* _DATA TO PROCESS_:
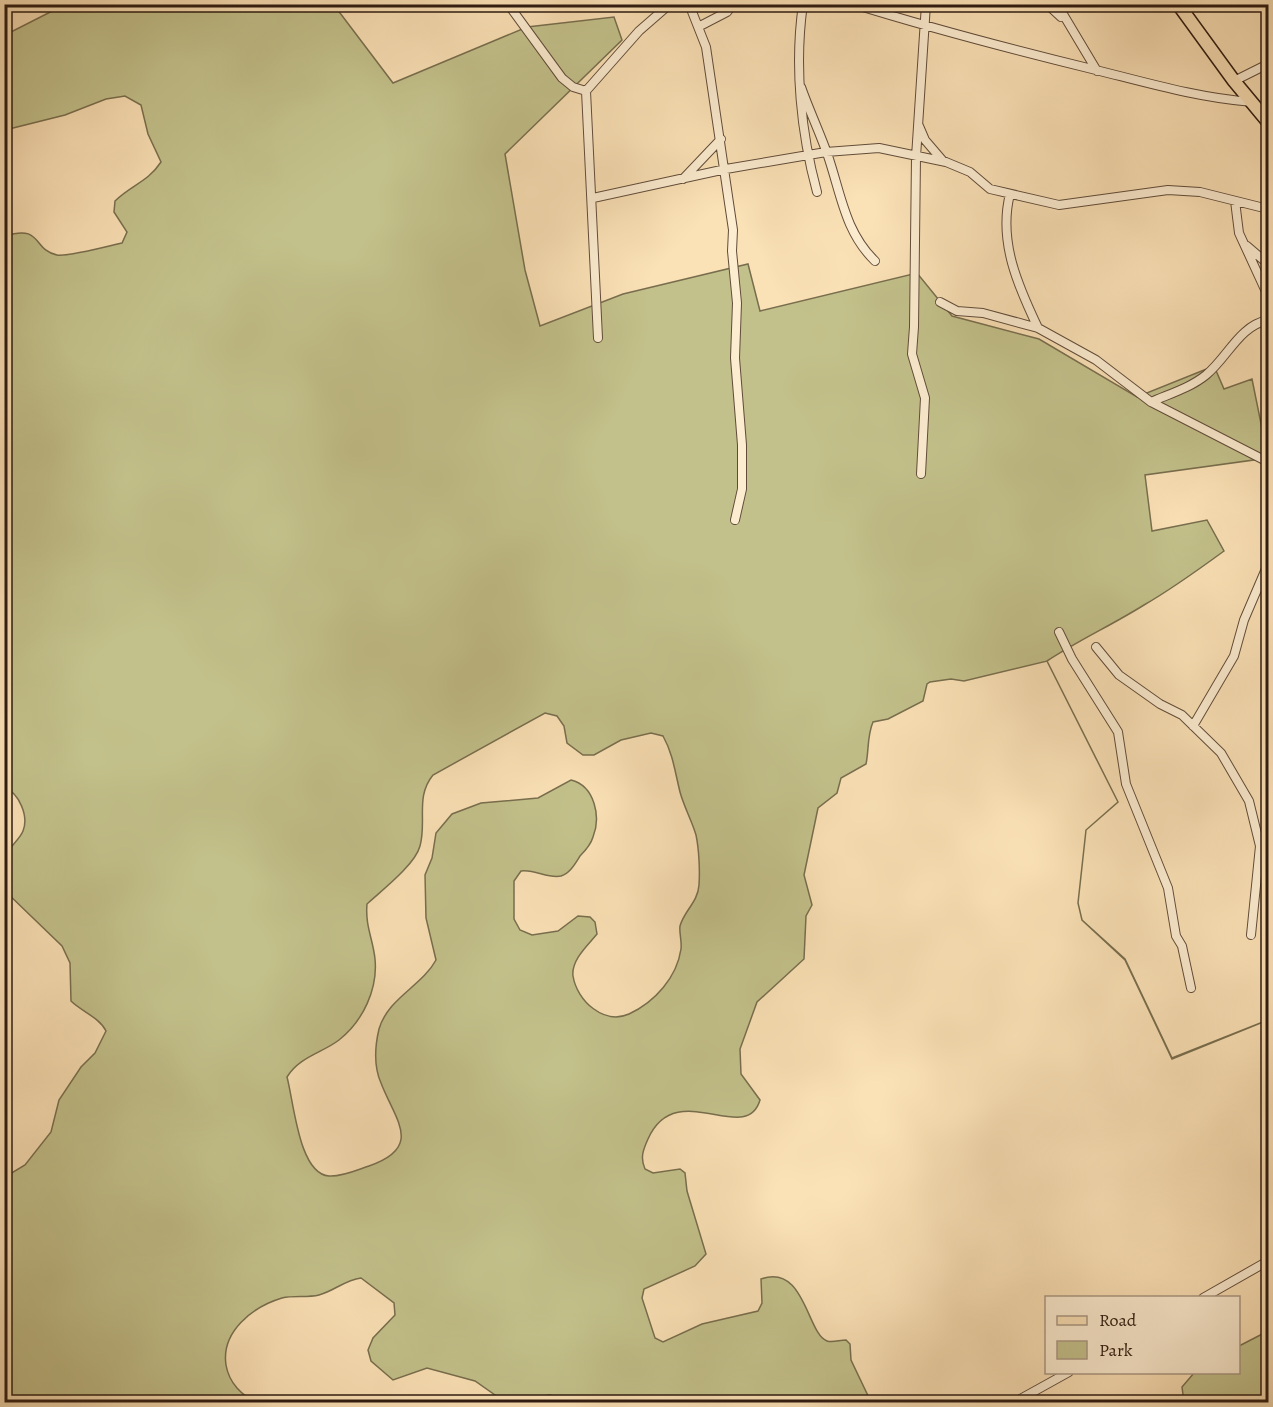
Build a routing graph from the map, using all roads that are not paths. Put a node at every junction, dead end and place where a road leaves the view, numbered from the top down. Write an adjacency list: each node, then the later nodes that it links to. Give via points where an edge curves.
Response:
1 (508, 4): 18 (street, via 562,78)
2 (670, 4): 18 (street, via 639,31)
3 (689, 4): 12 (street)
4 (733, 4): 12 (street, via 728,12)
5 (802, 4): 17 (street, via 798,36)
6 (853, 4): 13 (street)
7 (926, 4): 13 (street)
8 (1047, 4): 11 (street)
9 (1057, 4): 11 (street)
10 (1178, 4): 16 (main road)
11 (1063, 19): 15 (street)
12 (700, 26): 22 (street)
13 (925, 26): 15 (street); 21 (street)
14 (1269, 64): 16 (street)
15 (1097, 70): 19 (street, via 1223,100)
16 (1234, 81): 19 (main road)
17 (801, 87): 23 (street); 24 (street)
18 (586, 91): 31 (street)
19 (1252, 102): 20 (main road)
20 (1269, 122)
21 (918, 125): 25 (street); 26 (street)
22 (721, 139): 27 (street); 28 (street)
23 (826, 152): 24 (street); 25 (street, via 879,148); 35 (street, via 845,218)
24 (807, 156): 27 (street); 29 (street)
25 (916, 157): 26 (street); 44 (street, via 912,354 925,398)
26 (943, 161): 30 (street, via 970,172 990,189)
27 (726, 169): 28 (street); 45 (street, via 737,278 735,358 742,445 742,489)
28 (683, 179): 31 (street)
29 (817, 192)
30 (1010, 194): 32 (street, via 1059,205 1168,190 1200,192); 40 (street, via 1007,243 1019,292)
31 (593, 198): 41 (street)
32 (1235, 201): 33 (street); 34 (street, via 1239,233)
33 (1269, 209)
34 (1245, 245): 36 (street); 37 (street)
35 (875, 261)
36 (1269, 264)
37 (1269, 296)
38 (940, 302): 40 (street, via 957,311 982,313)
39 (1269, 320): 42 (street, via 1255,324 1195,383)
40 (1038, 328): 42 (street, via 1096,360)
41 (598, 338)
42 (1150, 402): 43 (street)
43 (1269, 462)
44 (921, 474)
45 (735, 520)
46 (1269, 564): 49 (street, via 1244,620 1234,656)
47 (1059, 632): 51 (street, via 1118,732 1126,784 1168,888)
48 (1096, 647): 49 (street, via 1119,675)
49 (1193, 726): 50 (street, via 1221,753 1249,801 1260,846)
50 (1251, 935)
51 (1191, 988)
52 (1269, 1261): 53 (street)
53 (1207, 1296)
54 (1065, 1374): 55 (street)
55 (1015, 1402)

* _EXERCISE INSTRUCTIONS_:
Copy the records exactly, minus any pictures.

* _PROBLEM SOLUTION_:
Build a routing graph from the map, using all roads that are not paths. Put a node at every junction, dead end and place where a road leaves the view, numbered from the top down. Write an adjacency list: each node, then the later nodes that it links to. Give via points where an edge curves.
Response:
1 (508, 4): 18 (street, via 562,78)
2 (670, 4): 18 (street, via 639,31)
3 (689, 4): 12 (street)
4 (733, 4): 12 (street, via 728,12)
5 (802, 4): 17 (street, via 798,36)
6 (853, 4): 13 (street)
7 (926, 4): 13 (street)
8 (1047, 4): 11 (street)
9 (1057, 4): 11 (street)
10 (1178, 4): 16 (main road)
11 (1063, 19): 15 (street)
12 (700, 26): 22 (street)
13 (925, 26): 15 (street); 21 (street)
14 (1269, 64): 16 (street)
15 (1097, 70): 19 (street, via 1223,100)
16 (1234, 81): 19 (main road)
17 (801, 87): 23 (street); 24 (street)
18 (586, 91): 31 (street)
19 (1252, 102): 20 (main road)
20 (1269, 122)
21 (918, 125): 25 (street); 26 (street)
22 (721, 139): 27 (street); 28 (street)
23 (826, 152): 24 (street); 25 (street, via 879,148); 35 (street, via 845,218)
24 (807, 156): 27 (street); 29 (street)
25 (916, 157): 26 (street); 44 (street, via 912,354 925,398)
26 (943, 161): 30 (street, via 970,172 990,189)
27 (726, 169): 28 (street); 45 (street, via 737,278 735,358 742,445 742,489)
28 (683, 179): 31 (street)
29 (817, 192)
30 (1010, 194): 32 (street, via 1059,205 1168,190 1200,192); 40 (street, via 1007,243 1019,292)
31 (593, 198): 41 (street)
32 (1235, 201): 33 (street); 34 (street, via 1239,233)
33 (1269, 209)
34 (1245, 245): 36 (street); 37 (street)
35 (875, 261)
36 (1269, 264)
37 (1269, 296)
38 (940, 302): 40 (street, via 957,311 982,313)
39 (1269, 320): 42 (street, via 1255,324 1195,383)
40 (1038, 328): 42 (street, via 1096,360)
41 (598, 338)
42 (1150, 402): 43 (street)
43 (1269, 462)
44 (921, 474)
45 (735, 520)
46 (1269, 564): 49 (street, via 1244,620 1234,656)
47 (1059, 632): 51 (street, via 1118,732 1126,784 1168,888)
48 (1096, 647): 49 (street, via 1119,675)
49 (1193, 726): 50 (street, via 1221,753 1249,801 1260,846)
50 (1251, 935)
51 (1191, 988)
52 (1269, 1261): 53 (street)
53 (1207, 1296)
54 (1065, 1374): 55 (street)
55 (1015, 1402)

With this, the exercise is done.